* _MATERIAL SUPPLIED_
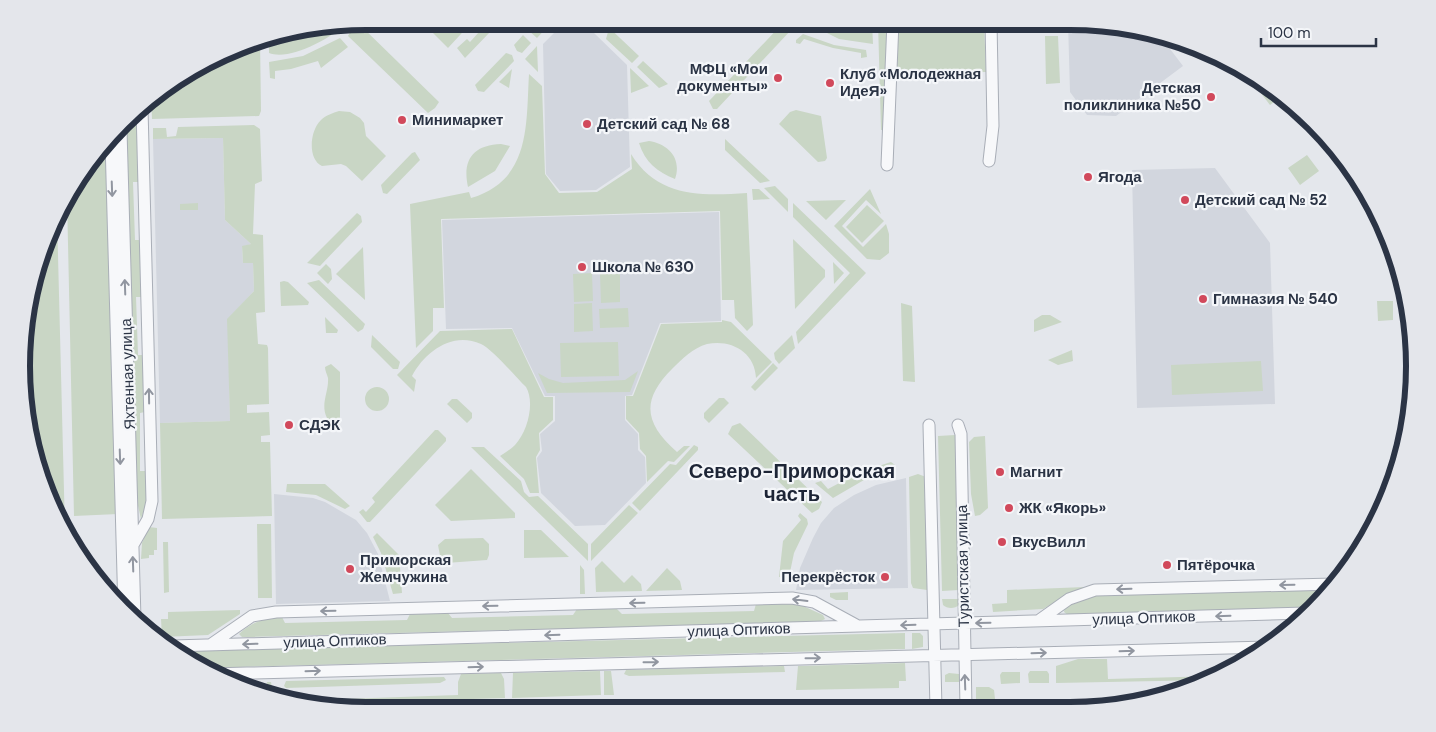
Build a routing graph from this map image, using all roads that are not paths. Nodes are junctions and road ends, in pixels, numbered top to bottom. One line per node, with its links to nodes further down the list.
1 (892, 30): 7 (street)
2 (991, 30): 6 (street)
3 (142, 115): 10 (street, one-way to 3)
4 (121, 135): 10 (street, Яхтенная улица, one-way to 4)
5 (111, 146): 12 (street, Яхтенная улица, one-way to 12)
6 (990, 161)
7 (887, 165)
8 (929, 425): 17 (street, Туристская улица)
9 (958, 425): 16 (street, Туристская улица)
10 (132, 545): 13 (street, Яхтенная улица, one-way to 10)
11 (1326, 584): 15 (street, one-way to 15)
12 (124, 599)
13 (134, 609)
14 (1298, 613): 15 (street, улица Оптиков, one-way to 15)
15 (1038, 621): 16 (street, улица Оптиков, one-way to 16)
16 (963, 623): 17 (street, улица Оптиков); 23 (street, Туристская улица)
17 (934, 624): 18 (street, улица Оптиков, one-way to 18); 22 (street, Туристская улица)
18 (860, 626): 19 (street, улица Оптиков, one-way to 19); 19 (street, one-way to 19)
19 (210, 645): 20 (street, улица Оптиков)
20 (180, 646)
21 (1253, 647): 23 (street, улица Оптиков, one-way to 21)
22 (934, 656): 23 (street, улица Оптиков); 24 (street, улица Оптиков, one-way to 22); 25 (street, Туристская улица)
23 (964, 656): 26 (street, Туристская улица, one-way to 23)
24 (231, 674)
25 (936, 702)
26 (966, 702)

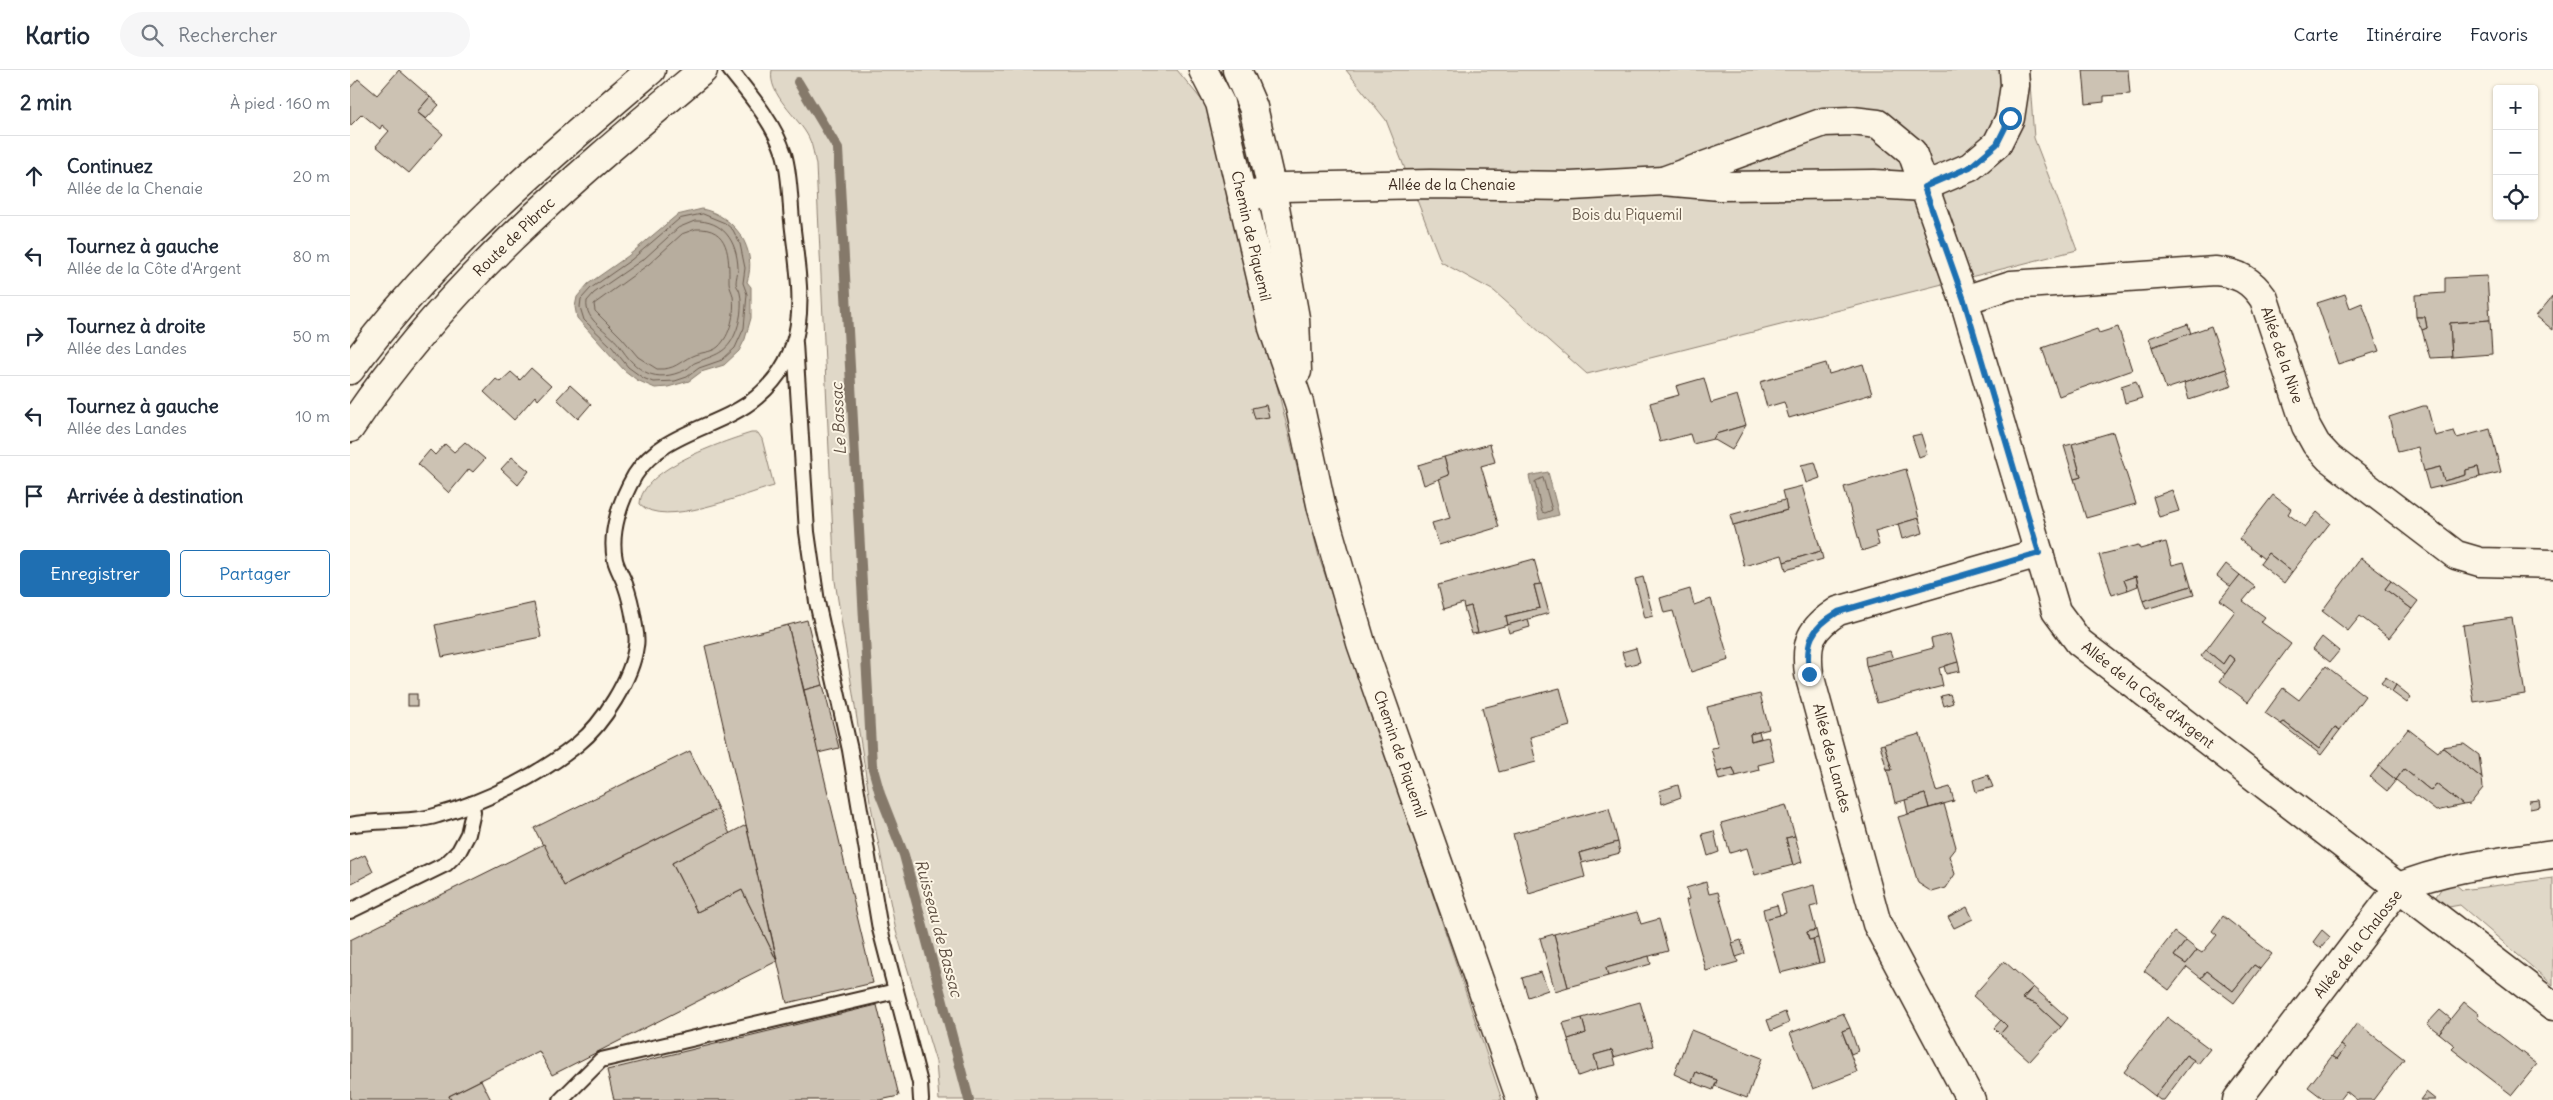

* _WHAT YOU NEED TO DO_
Give back an exact reproduction of the entries, with all pictures excluded.

* _ANSWER SECTION_
Build a routing graph from this map image, using all roads that are not paths. Nodes are junctions and road ends, in pixels, numbered top to bottom. One line per node, with its links to nodes further down the list.
1 (892, 30): 7 (street)
2 (991, 30): 6 (street)
3 (142, 115): 10 (street, one-way to 3)
4 (121, 135): 10 (street, Яхтенная улица, one-way to 4)
5 (111, 146): 12 (street, Яхтенная улица, one-way to 12)
6 (990, 161)
7 (887, 165)
8 (929, 425): 17 (street, Туристская улица)
9 (958, 425): 16 (street, Туристская улица)
10 (132, 545): 13 (street, Яхтенная улица, one-way to 10)
11 (1326, 584): 15 (street, one-way to 15)
12 (124, 599)
13 (134, 609)
14 (1298, 613): 15 (street, улица Оптиков, one-way to 15)
15 (1038, 621): 16 (street, улица Оптиков, one-way to 16)
16 (963, 623): 17 (street, улица Оптиков); 23 (street, Туристская улица)
17 (934, 624): 18 (street, улица Оптиков, one-way to 18); 22 (street, Туристская улица)
18 (860, 626): 19 (street, улица Оптиков, one-way to 19); 19 (street, one-way to 19)
19 (210, 645): 20 (street, улица Оптиков)
20 (180, 646)
21 (1253, 647): 23 (street, улица Оптиков, one-way to 21)
22 (934, 656): 23 (street, улица Оптиков); 24 (street, улица Оптиков, one-way to 22); 25 (street, Туристская улица)
23 (964, 656): 26 (street, Туристская улица, one-way to 23)
24 (231, 674)
25 (936, 702)
26 (966, 702)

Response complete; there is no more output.